* [What needs to be done]: Reproduce the listing word for word. Skip any image.

* [Data to use]:
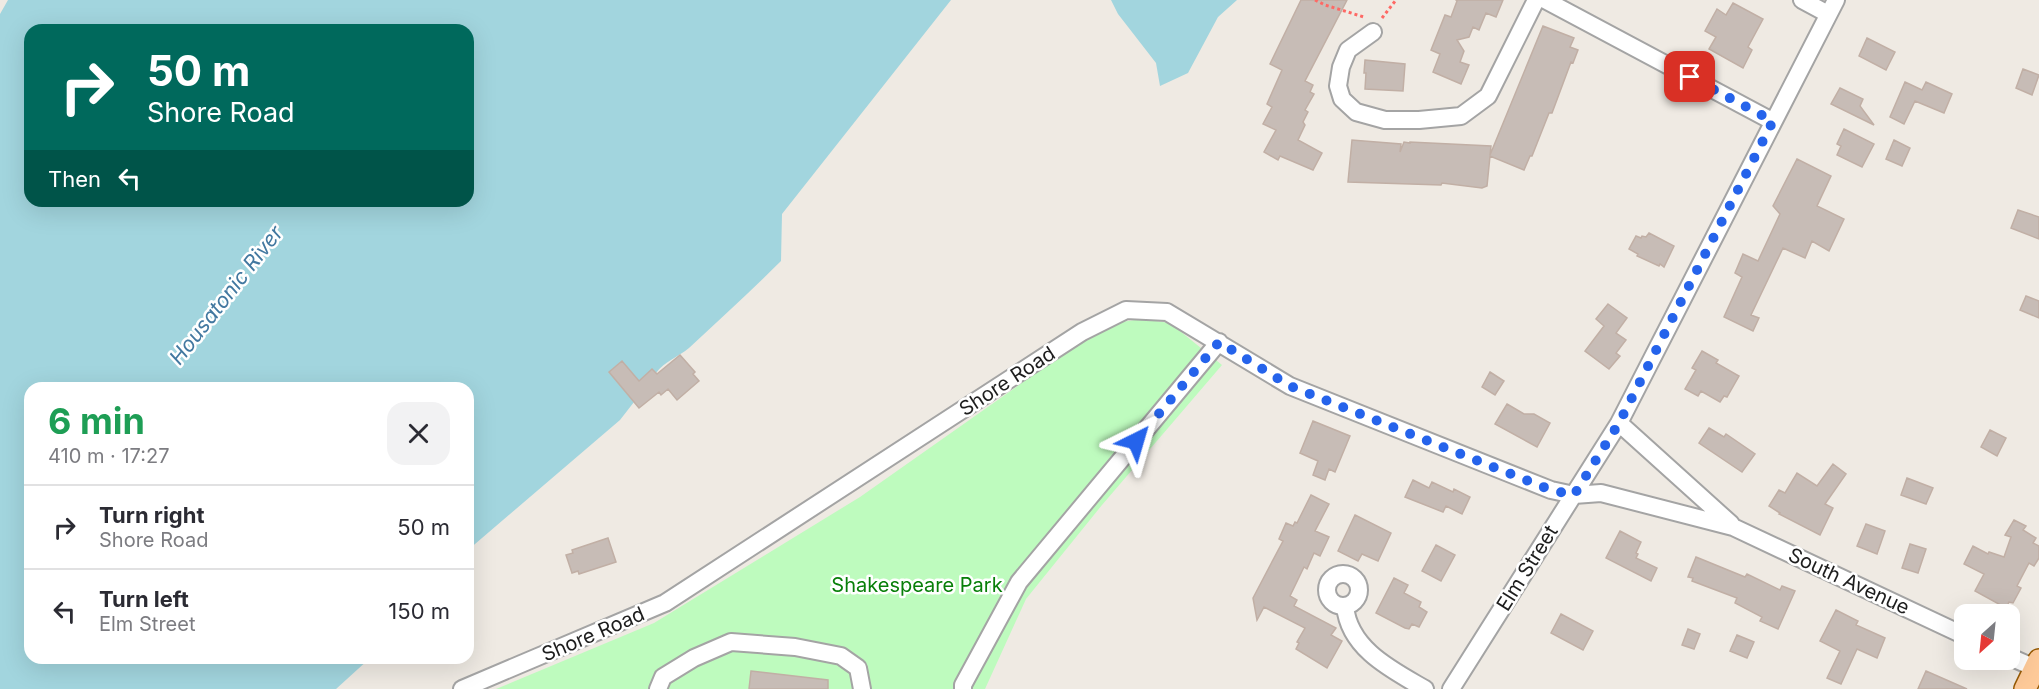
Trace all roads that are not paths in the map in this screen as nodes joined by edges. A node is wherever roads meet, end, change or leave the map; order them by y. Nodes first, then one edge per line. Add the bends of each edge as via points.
1 (1536, 0) edge
2 (1545, 0) edge
3 (1802, 0) edge
4 (1832, 7) edge
5 (1374, 26) road end
6 (1773, 121) junction
7 (1219, 342) junction
8 (1619, 423) junction
9 (1574, 495) junction
10 (1733, 527) junction
11 (1345, 606) dead end
12 (1954, 631) edge
13 (2020, 660) edge
14 (2037, 664) edge
15 (462, 689) edge
16 (658, 689) edge
17 (862, 689) edge
18 (963, 689) edge
19 (1425, 689) edge
20 (1451, 689) edge
21 (2025, 689) edge

1 - 5 street via 1488,96 1461,116 1385,120 1356,112 1342,99 1338,86 1348,50
2 - 6 street
3 - 4 street
4 - 6 street, Elm Street
6 - 8 street, Elm Street
7 - 9 street, Shore Road via 1290,386 1551,490
7 - 15 street, Shore Road via 1167,312 1126,310 1082,332 665,603
7 - 18 street via 1019,582
8 - 9 street, Elm Street
8 - 10 street, South Avenue
9 - 10 street, South Avenue via 1601,493
9 - 20 street, Elm Street
10 - 12 street, South Avenue
11 - 19 street via 1359,642
13 - 14 street
14 - 21 main road
16 - 17 street via 663,677 731,642 795,647 841,656 858,668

* [Your response]:
Trace all roads that are not paths in the map in this screen as nodes joined by edges. A node is wherever roads meet, end, change or leave the map; order them by y. Nodes first, then one edge per line. Add the bends of each edge as via points.
1 (1536, 0) edge
2 (1545, 0) edge
3 (1802, 0) edge
4 (1832, 7) edge
5 (1374, 26) road end
6 (1773, 121) junction
7 (1219, 342) junction
8 (1619, 423) junction
9 (1574, 495) junction
10 (1733, 527) junction
11 (1345, 606) dead end
12 (1954, 631) edge
13 (2020, 660) edge
14 (2037, 664) edge
15 (462, 689) edge
16 (658, 689) edge
17 (862, 689) edge
18 (963, 689) edge
19 (1425, 689) edge
20 (1451, 689) edge
21 (2025, 689) edge

1 - 5 street via 1488,96 1461,116 1385,120 1356,112 1342,99 1338,86 1348,50
2 - 6 street
3 - 4 street
4 - 6 street, Elm Street
6 - 8 street, Elm Street
7 - 9 street, Shore Road via 1290,386 1551,490
7 - 15 street, Shore Road via 1167,312 1126,310 1082,332 665,603
7 - 18 street via 1019,582
8 - 9 street, Elm Street
8 - 10 street, South Avenue
9 - 10 street, South Avenue via 1601,493
9 - 20 street, Elm Street
10 - 12 street, South Avenue
11 - 19 street via 1359,642
13 - 14 street
14 - 21 main road
16 - 17 street via 663,677 731,642 795,647 841,656 858,668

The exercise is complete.